XORNAL I A Coruña.- Doce miembros de la Brilat de Pontevedra, diez de ellos gallegos, y los cinco miembros de la tripulación murieron tras desplomarse el helicóptero en el que viajaban durante un ejercicio en Herat, en el área occidental del país. Una segunda aeronave, en la que viajaba el militar entrevistado por
La Voz de Galicia, cayó poco después, provocando cuatro heridos leves. «Nuestro estado no es grave y todavía no nos han dicho nada sobre lo que pasará con nosotros», relató al otro lado del teléfono la misma fuente, cuya identidad prefiere mantener en el anonimato.

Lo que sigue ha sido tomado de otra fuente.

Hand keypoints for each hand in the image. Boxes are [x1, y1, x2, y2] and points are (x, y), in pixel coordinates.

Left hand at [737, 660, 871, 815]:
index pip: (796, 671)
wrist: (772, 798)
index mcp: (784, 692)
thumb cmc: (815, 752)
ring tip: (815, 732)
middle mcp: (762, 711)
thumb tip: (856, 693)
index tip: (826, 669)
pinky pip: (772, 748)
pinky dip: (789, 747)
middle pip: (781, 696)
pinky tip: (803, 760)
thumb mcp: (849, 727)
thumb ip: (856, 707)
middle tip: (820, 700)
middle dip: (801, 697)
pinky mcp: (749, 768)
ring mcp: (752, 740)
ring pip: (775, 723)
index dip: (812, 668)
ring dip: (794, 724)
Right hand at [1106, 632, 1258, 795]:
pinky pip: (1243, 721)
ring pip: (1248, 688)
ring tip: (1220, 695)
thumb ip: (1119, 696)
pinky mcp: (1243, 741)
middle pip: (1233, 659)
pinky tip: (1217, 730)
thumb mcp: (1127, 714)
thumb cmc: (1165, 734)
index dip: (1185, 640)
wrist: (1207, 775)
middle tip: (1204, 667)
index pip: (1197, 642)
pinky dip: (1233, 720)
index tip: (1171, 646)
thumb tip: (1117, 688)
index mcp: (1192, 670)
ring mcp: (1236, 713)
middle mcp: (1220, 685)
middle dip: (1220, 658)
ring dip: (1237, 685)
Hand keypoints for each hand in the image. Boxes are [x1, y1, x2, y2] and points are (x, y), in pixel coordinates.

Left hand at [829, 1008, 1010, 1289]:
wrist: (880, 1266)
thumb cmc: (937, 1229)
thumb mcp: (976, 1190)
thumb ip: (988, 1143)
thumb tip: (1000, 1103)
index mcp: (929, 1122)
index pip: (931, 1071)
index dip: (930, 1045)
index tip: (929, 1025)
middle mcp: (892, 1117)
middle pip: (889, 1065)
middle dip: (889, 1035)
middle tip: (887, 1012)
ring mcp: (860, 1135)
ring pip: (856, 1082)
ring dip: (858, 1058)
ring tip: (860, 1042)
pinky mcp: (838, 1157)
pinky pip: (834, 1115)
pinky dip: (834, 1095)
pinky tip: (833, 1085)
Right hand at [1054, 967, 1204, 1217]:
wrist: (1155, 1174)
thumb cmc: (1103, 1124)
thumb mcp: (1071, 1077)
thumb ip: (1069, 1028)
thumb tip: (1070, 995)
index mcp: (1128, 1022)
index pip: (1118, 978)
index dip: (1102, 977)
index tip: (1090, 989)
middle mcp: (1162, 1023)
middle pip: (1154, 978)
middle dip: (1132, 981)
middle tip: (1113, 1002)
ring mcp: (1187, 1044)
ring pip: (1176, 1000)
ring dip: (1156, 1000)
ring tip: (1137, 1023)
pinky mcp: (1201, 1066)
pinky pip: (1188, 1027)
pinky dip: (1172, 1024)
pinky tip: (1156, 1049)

Este testimonio fue confirmado a
La Voz de Galicia por fuentes de la familia de uno de los fallecidos. Según ellos, el piloto del segundo aparato les llamó para informarles de la muerte de su hijo y les dijo: «Su helicóptero fue derribado. Recibieron fuego desde tierra, fueron atacados».
Según
La Voz de Galicia, estos dos testimonios ponen en evidencia la versión dada ayer por el ministro de Defensa. Según José Bono, a las 11.01 hora local (dos horas y media menos en España), se tuvo conocimiento de que un helicóptero Cougar había visto una columna de humo negro en un valle situado al sur de la ciudad de Herat. Según Bono, el piloto no vio lo que le había sucedido al helicóptero siniestrado, pero pensó que había sido objeto de un ataque desde tierra, lo que le llevó a aterrizar.
Como consecuencia del brusco aterrizaje cinco militares resultaron heridos leves y uno de ellos hubo de ser ingresado con una crisis de ansiedad. Nada dijo el ministro, advierte La Voz, del fuego sobre el primer aparato y de que el segundo helicóptero hubiera sido igualmente atacado.